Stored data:
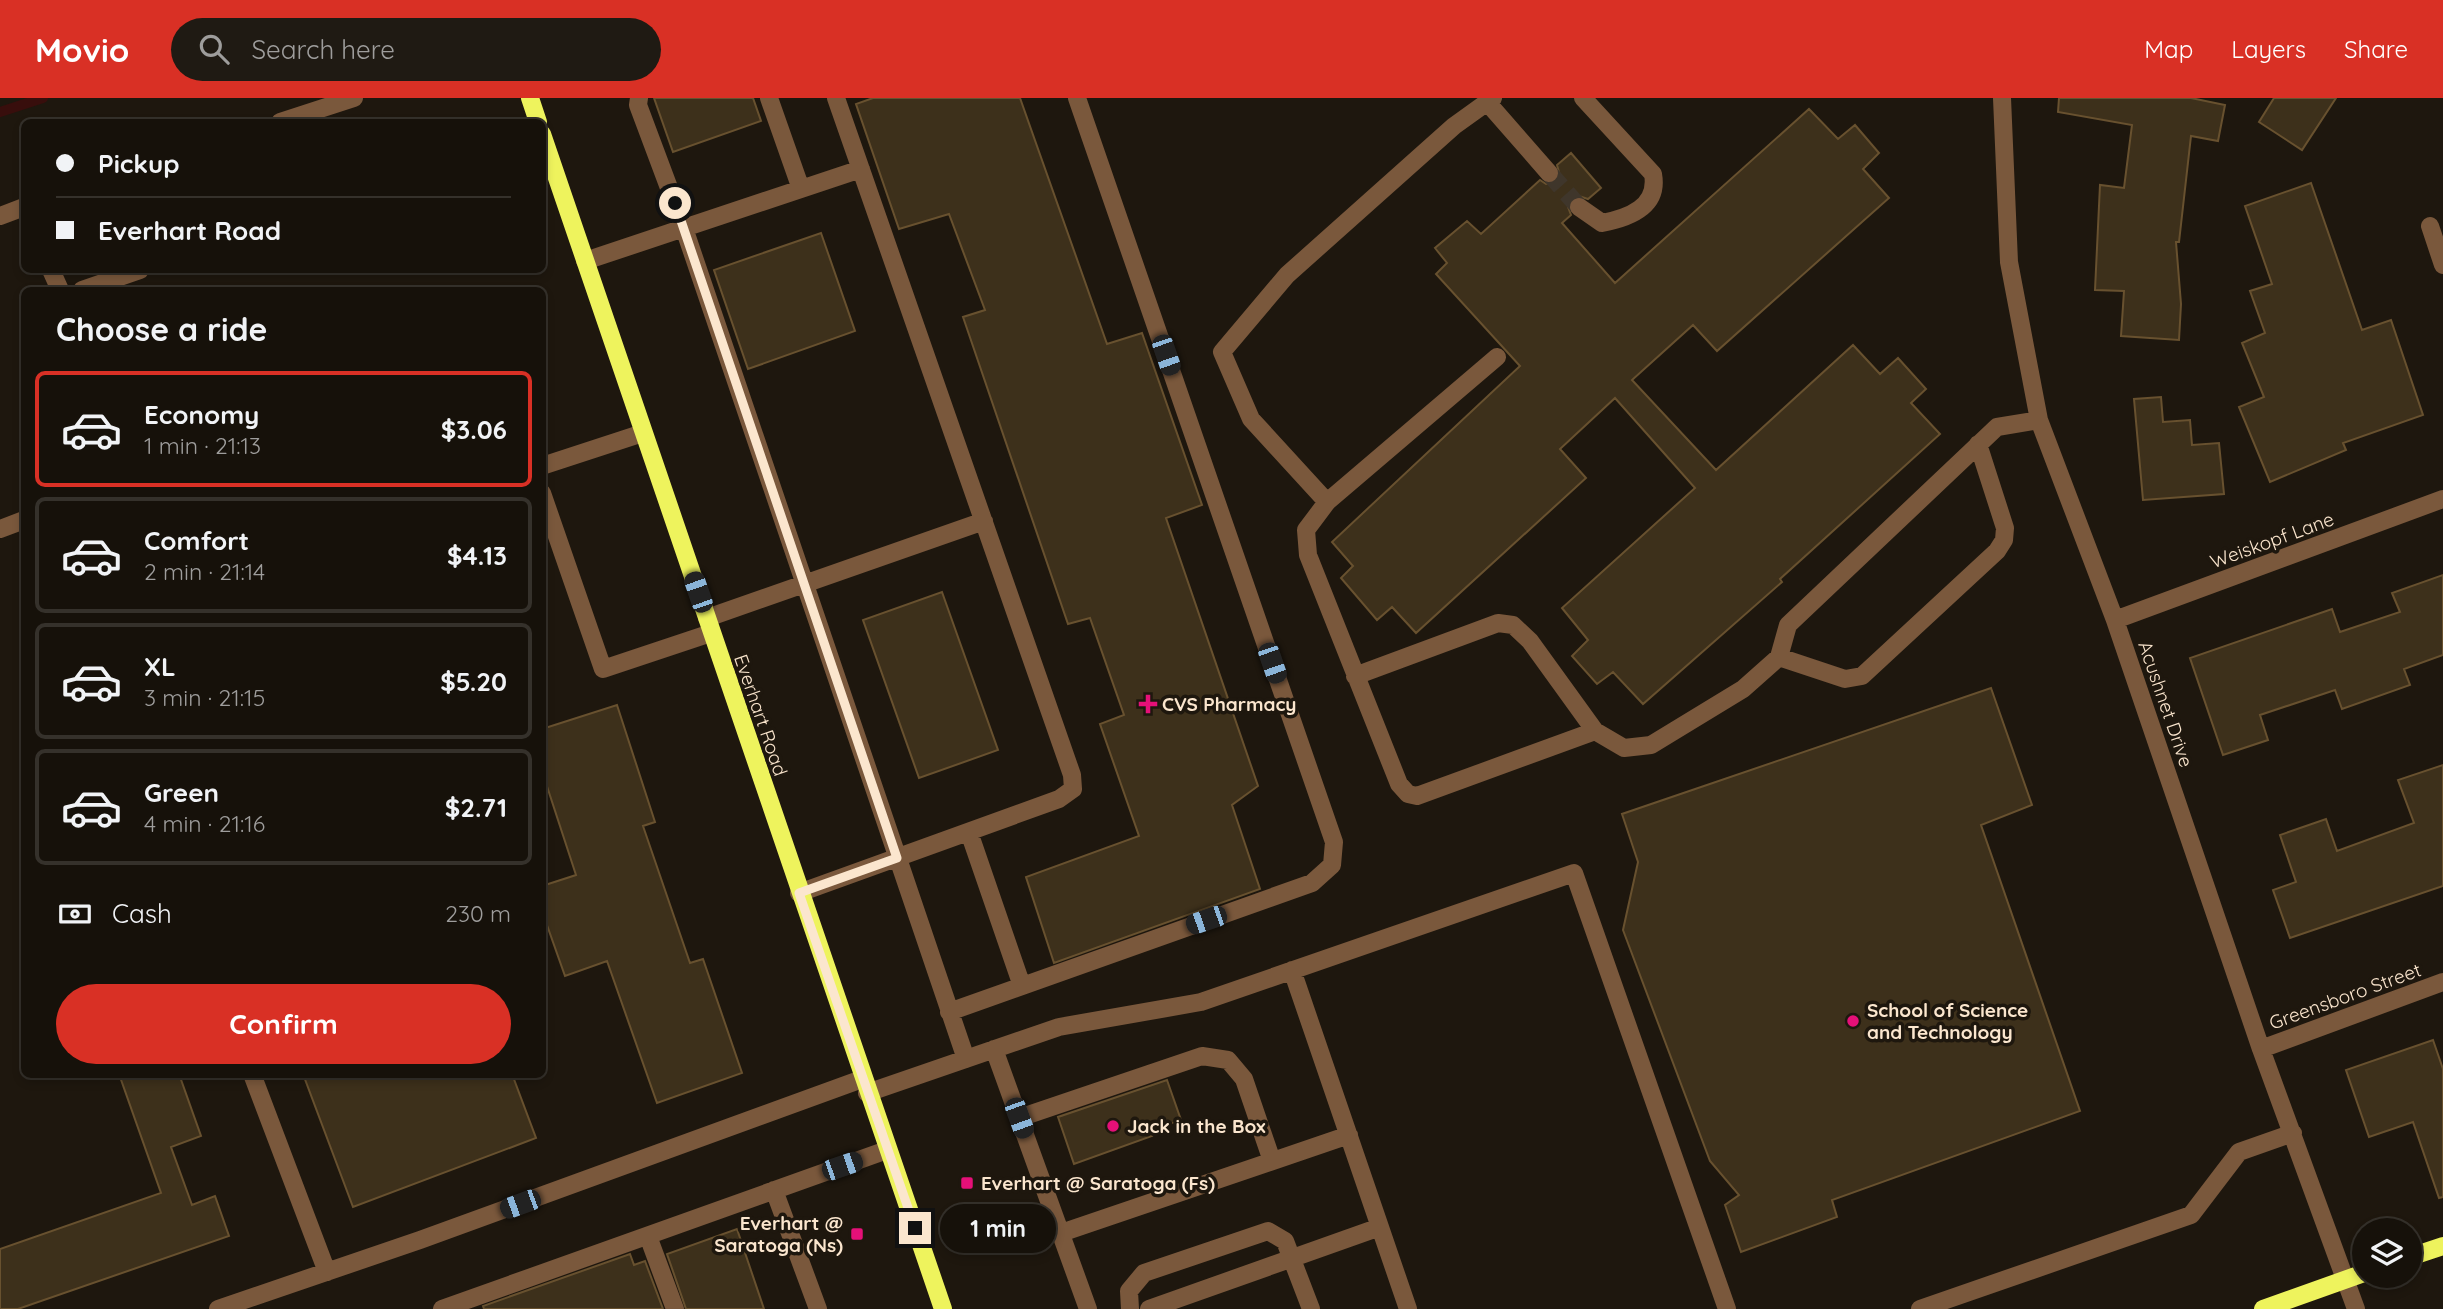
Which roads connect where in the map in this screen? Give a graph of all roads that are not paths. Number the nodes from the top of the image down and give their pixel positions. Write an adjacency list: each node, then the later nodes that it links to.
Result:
1 (354, 98): 10 (street)
2 (530, 98): 11 (main road)
3 (639, 98): 20 (street)
4 (769, 98): 15 (street)
5 (836, 98): 13 (street)
6 (1077, 98): 47 (street)
7 (1583, 98): 16 (street)
8 (2002, 98): 26 (street, Acushnet Drive)
9 (1490, 100): 14 (street); 31 (street)
10 (289, 119)
11 (537, 119)
12 (546, 146): 21 (main road, Everhart Road)
13 (861, 169): 15 (street); 34 (street)
14 (1549, 173)
15 (801, 189): 20 (street)
16 (1579, 207)
17 (21, 209): 18 (street)
18 (0, 216)
19 (2430, 226): 22 (street)
20 (684, 228): 21 (street); 36 (street)
21 (585, 261): 27 (main road, Everhart Road)
22 (2443, 265)
23 (131, 273): 24 (street)
24 (91, 287)
25 (1497, 357): 31 (street)
26 (2039, 420): 28 (street); 37 (street, Acushnet Drive)
27 (643, 433): 29 (street); 38 (main road, Everhart Road)
28 (1978, 444): 39 (street); 39 (street)
29 (546, 465)
30 (2443, 499): 37 (street, Weiskopf Lane)
31 (1327, 502): 40 (street)
32 (546, 505): 38 (street)
33 (21, 521): 35 (street)
34 (984, 521): 36 (street); 42 (street)
35 (0, 529)
36 (804, 584): 38 (street); 43 (street)
37 (2115, 620): 50 (street, Acushnet Drive)
38 (709, 625): 44 (main road, Everhart Road)
39 (1779, 657): 41 (street)
40 (1356, 676): 41 (street); 41 (street)
41 (1595, 731)
42 (970, 832): 43 (street); 47 (street)
43 (897, 858): 44 (street); 48 (street)
44 (799, 893): 53 (main road, Everhart Road)
45 (1293, 970): 49 (street); 56 (street); 79 (street)
46 (2443, 982): 50 (street, Greensboro Street)
47 (1022, 986): 48 (street)
48 (949, 1012): 51 (street)
49 (994, 1049): 51 (street); 54 (street)
50 (2261, 1049): 55 (street, Acushnet Drive)
51 (966, 1059): 53 (street)
52 (254, 1078): 66 (street)
53 (865, 1086): 57 (main road, Everhart Road); 66 (street)
54 (1019, 1118): 58 (street); 61 (street)
55 (2292, 1133): 68 (street, Acushnet Drive); 80 (street)
56 (1349, 1135): 58 (street); 60 (street)
57 (887, 1150): 59 (street); 73 (main road, Everhart Road)
58 (1272, 1161): 61 (street)
59 (775, 1190): 62 (street); 72 (street)
60 (1380, 1227): 65 (street); 78 (street)
61 (1061, 1233): 74 (street)
62 (648, 1236): 70 (street); 71 (street)
63 (2443, 1246): 64 (main road)
64 (2422, 1253)
65 (1293, 1258): 75 (street); 76 (street); 77 (street)
66 (327, 1272): 69 (street)
67 (2352, 1277): 68 (main road)
68 (2347, 1279): 81 (main road); 82 (street, Acushnet Drive)
69 (218, 1309)
70 (442, 1309)
71 (675, 1309)
72 (818, 1309)
73 (943, 1309)
74 (1088, 1309)
75 (1130, 1309)
76 (1149, 1309)
77 (1311, 1309)
78 (1408, 1309)
79 (1727, 1309)
80 (1920, 1309)
81 (2263, 1309)
82 (2356, 1309)

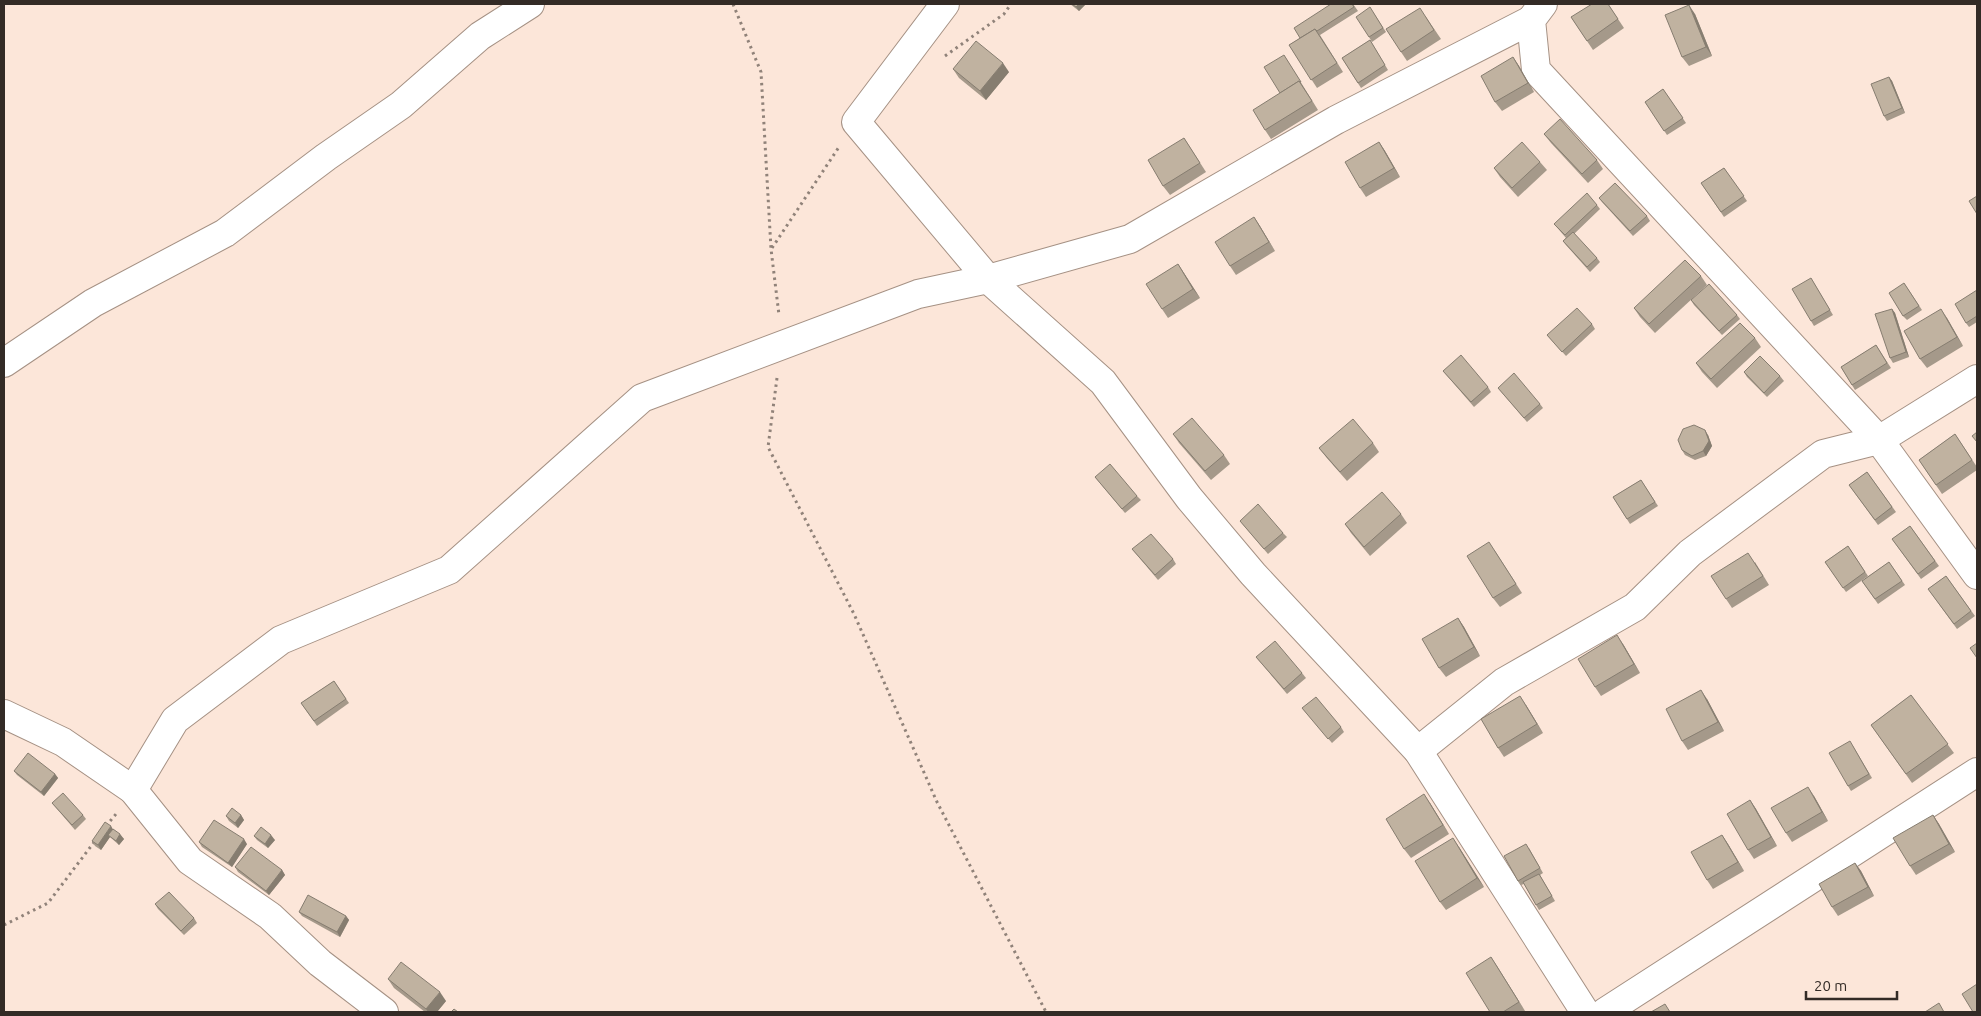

- DIRECTIONS FOR THIS TASK
Going through the entries, return every line holding the word "Drive".

- RESULT FOR THIS EXERCISE
8 (2002, 98): 26 (street, Acushnet Drive)
26 (2039, 420): 28 (street); 37 (street, Acushnet Drive)
37 (2115, 620): 50 (street, Acushnet Drive)
50 (2261, 1049): 55 (street, Acushnet Drive)
55 (2292, 1133): 68 (street, Acushnet Drive); 80 (street)
68 (2347, 1279): 81 (main road); 82 (street, Acushnet Drive)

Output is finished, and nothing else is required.